After my birthday and the past couple days I have been asking The Lord about the week leading up to it. He was the same God during the suck week as he was during my birthday and the same God today. What was the deal then? I know that being honest with God about what i was feeling made it possible for revelation and clarity to come. He knows everything and I can't keep anything from him. It's for myself that I need to be honest with him. If I am not, he only has so much to work with because I am unwilling to give him all of myself. What I have been starting to see is that those questions I was asking The Lord are totally normal questions if my hope is in this world. The Lord reminded me of 2 Corinthians 4:8-18 :
We are pressed on every side by troubles, BUT WE ARE NOT CRUSHED. We are perplexed, BUT NOT DRIVEN TO DESPAIR. We are hunted down, BUT NEVER ABANDONED BY GOD. We get knocked down, BUT WE ARE NOT DESTROYED. THROUGH SUFFERING, our bodies continue to share in the death of Jesus so that the life of Jesus may also be seen in our bodies. Yes, we live under constant danger of death because we serve Jesus, so that the life of Jesus will be evident in our dying bodies. So we live in the face of death, but this has RESULTED in eternal life for you. But we continue to preach because we have the same kind of faith the psalmist had when he said, “I believed in God, so I spoke.” We know that God, who raised the Lord Jesus, will also raise us with Jesus and present us to himself together with you. ALL OF THIS IS FOR YOUR BENEFIT. And as God’s grace reaches more and more people, there will be great thanksgiving, and God will receive more and more glory. That is why we NEVER give up. Though our bodies are dying, OUR SPIRITS ARE BEING RENEWED EVERY DAY. For our present troubles are SMALL and WONT'T last very long. Yet they produce for us a glory that VASTLY outweighs them and will last FOREVER! So we don’t look at the troubles we can see now; rather, WE FIX OIR GAZE ON THINGS THAT CANNOT BE SEEN. For the things we see now will SOON be gone, but the things we cannot see will last FOREVER.

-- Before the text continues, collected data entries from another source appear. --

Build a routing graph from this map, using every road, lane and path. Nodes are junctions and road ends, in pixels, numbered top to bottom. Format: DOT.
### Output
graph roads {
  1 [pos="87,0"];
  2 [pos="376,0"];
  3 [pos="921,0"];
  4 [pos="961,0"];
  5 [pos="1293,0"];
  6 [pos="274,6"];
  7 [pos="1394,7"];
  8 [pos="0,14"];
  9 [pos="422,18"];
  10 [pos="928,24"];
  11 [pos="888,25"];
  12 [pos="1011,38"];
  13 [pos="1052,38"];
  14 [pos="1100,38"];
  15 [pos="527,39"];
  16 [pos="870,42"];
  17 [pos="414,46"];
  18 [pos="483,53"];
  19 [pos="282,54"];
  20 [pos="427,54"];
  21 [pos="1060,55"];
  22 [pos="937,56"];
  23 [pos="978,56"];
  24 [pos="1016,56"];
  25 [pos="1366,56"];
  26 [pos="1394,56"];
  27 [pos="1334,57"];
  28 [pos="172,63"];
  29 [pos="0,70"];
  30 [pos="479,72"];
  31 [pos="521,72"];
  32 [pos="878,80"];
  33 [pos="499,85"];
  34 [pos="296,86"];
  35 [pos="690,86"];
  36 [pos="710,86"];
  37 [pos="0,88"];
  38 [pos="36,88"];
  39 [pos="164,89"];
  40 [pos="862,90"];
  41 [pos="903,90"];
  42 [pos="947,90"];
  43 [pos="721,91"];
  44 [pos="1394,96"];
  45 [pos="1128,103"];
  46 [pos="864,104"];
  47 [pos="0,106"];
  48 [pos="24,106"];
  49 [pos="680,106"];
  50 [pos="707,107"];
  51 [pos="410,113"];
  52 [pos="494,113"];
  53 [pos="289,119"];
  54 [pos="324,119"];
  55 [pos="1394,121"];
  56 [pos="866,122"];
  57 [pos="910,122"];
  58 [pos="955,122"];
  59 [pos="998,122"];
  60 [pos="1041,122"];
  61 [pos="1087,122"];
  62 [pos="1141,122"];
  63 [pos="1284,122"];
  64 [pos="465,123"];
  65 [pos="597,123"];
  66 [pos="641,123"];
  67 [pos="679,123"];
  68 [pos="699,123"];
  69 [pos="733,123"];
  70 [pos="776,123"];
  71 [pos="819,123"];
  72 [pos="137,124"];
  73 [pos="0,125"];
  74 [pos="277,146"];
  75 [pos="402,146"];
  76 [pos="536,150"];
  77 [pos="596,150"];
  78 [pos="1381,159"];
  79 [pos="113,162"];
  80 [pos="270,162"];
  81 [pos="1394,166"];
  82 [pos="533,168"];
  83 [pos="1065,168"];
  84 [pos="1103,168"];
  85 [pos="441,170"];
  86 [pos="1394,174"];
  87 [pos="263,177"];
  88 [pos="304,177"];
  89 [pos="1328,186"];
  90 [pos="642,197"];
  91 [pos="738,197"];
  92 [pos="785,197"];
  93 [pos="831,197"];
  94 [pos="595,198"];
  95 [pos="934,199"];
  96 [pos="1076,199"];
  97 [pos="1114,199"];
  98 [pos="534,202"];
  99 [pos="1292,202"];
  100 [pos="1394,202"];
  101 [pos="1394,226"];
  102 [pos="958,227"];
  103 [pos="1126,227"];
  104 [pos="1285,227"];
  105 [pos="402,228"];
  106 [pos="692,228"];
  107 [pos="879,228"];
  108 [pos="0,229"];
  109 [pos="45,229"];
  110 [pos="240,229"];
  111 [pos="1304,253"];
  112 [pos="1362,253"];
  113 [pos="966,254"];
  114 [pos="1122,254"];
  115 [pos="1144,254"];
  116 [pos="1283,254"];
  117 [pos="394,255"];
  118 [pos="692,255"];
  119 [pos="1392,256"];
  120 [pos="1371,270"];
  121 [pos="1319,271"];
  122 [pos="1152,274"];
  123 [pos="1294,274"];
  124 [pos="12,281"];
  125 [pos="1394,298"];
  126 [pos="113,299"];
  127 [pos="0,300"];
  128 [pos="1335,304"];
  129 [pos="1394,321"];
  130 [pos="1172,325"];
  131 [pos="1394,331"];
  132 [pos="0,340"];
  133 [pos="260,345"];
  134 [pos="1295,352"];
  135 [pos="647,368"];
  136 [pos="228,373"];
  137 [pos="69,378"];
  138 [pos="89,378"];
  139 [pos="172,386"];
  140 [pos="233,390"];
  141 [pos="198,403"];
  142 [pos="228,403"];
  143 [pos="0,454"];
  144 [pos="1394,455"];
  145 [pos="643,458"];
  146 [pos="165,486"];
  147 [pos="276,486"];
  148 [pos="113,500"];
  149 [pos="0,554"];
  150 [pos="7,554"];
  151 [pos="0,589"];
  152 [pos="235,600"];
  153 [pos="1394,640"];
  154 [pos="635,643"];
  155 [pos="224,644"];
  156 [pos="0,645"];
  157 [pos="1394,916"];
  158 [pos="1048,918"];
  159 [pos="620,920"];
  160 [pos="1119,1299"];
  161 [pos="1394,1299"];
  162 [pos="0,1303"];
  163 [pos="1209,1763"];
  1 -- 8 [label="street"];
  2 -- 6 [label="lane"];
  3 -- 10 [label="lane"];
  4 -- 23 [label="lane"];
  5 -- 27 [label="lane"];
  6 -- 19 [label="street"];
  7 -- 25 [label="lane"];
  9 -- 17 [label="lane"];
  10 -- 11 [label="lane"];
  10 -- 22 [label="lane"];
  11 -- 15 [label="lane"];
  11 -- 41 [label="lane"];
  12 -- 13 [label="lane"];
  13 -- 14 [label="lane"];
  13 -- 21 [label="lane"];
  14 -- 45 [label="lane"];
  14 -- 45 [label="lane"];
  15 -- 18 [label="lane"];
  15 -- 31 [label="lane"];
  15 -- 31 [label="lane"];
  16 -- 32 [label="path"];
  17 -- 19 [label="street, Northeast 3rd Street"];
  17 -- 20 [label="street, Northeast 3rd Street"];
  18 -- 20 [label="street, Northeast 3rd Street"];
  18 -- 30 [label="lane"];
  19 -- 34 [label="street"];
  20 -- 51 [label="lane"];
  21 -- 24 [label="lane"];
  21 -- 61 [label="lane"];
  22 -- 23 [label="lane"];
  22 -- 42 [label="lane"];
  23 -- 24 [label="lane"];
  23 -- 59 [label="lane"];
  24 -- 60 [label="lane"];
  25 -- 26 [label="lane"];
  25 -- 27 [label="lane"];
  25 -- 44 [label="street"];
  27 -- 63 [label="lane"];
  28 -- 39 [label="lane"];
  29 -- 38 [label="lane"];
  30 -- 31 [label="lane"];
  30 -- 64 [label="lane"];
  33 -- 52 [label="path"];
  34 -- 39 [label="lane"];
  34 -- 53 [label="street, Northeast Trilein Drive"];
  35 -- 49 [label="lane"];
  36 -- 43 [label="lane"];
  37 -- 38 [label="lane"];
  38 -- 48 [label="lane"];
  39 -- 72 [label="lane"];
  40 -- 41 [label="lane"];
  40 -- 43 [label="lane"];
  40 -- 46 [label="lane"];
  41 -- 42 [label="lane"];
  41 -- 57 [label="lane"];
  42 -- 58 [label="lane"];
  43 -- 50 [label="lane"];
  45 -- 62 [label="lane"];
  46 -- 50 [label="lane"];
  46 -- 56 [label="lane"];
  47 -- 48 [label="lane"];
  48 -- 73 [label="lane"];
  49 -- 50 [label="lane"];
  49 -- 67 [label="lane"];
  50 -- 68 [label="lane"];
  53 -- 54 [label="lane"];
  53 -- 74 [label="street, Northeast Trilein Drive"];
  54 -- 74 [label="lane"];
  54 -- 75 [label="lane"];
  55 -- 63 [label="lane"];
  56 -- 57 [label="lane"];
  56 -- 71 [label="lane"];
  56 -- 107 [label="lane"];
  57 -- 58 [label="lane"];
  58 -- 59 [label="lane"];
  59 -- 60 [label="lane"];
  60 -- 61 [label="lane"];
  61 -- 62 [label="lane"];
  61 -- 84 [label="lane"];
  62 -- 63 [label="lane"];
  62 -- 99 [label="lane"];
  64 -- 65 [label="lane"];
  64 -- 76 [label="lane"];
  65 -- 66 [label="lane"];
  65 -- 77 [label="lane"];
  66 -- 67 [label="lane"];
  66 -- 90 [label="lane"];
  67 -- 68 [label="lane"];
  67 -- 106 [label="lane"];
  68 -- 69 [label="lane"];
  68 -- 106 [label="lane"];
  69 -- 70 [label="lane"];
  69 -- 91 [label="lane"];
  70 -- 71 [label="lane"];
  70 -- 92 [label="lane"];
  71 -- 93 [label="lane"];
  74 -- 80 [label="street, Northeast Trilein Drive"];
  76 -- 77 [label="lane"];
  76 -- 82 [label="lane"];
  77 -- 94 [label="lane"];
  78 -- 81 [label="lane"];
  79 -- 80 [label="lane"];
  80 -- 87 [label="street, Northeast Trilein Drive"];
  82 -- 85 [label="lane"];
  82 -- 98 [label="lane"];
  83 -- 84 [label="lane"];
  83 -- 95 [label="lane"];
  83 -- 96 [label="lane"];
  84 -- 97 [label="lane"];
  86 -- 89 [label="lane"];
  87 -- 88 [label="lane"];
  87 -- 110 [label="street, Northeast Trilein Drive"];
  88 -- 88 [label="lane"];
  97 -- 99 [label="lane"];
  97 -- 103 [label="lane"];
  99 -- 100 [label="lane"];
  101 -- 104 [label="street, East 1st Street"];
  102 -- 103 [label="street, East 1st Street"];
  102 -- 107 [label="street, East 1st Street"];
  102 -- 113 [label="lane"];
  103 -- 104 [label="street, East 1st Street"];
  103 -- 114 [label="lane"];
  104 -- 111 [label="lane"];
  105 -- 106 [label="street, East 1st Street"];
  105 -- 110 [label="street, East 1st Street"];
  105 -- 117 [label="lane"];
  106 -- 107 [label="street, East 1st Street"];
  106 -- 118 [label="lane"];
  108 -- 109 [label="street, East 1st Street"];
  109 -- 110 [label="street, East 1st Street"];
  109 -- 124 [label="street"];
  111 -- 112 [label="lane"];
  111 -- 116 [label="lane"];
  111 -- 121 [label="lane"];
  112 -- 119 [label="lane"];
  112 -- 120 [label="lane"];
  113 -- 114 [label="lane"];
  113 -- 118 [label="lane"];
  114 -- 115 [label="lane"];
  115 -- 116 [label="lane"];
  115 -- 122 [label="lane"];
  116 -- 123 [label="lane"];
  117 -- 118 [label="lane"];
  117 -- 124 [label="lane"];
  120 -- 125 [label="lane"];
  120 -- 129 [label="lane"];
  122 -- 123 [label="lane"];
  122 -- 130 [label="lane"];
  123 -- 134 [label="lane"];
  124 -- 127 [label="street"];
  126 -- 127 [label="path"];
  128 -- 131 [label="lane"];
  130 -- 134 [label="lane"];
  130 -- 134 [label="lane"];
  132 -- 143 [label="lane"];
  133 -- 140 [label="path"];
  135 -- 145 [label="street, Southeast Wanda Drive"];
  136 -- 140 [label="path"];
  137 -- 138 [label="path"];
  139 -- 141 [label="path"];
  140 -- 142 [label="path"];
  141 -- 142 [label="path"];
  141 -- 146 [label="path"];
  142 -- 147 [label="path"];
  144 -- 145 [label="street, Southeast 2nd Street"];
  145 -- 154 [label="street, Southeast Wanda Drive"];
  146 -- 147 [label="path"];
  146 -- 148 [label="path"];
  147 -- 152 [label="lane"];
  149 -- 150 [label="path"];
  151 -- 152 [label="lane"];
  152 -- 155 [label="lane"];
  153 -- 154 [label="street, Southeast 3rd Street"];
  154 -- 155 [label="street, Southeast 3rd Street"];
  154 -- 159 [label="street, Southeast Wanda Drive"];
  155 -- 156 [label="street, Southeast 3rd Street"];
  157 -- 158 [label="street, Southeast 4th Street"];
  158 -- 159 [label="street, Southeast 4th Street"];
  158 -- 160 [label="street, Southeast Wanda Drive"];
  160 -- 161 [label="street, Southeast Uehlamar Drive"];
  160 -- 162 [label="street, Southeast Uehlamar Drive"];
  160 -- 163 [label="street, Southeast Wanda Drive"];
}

My hope is not in this world. These promise show no matter how much the enemy attacks or "life" happens I will survive. This passage gives me purpose, shows me what it's for. One of the hardest things during, what I now call "suck week" was "why?" It's for, by his grace, his glory can be shown brightly to everyone and the good news can be proclaimed. My life is not my own, it is his. I don't believe for a second that Jesus did all those hurtful things to make himself look good. It's just when those things happen, and they will, He is there to carry us through. I just need to keep my gaze on him. That's it! That's what it is about, keeping my gaze on him. No matter what the enemy tries to pull or what life tries to throw at me to take me down,,I KEEP MY EYES FIXED ON HIM. It's so simple but not necessarily easy. I was questioning God's faithfulness when in fact I was the one who was loosing faith and not being faithful "If we are unfaithful, he remains faithful, for he cannot deny who he is. (2 Timothy 2:13 NLT)"
A final word: Be strong in the Lord and in his mighty power. Put on all of God’s armor so that you will be able to stand firm against all strategies of the devil. For WE ARE NOT fighting against flesh-and-blood enemies, but against evil rulers and authorities of the unseen world, against mighty powers in this dark world, and against evil spirits in the heavenly places. Therefore, put on every piece of God’s armor SO THAT YOU WILL BE ABLE TO RESIST THE ENMEY in the time of evil. Then after the battle you will still be STANDING FIRM. Stand your ground, putting on the belt of truth and the body armor of God’s righteousness. For shoes, put on the peace that comes from the Good News so that you will be fully prepared. In addition to all of these, hold up the shield of faith to stop the fiery arrows of the devil. Put on salvation as your helmet, and take the sword of the Spirit, which is the word of God. Pray in the Spirit at all times and on every occasion. Stay alert and be persistent in your prayers for all believers everywhere. And pray for me, too. Ask God to give me the right words so I can boldly explain God’s mysterious plan that the Good News is for Jews and Gentiles alike. I am in chains now, still preaching this message as God’s ambassador. So pray that I will keep on speaking boldly for him, as I should. (Ephesians 6:10-20 NLT)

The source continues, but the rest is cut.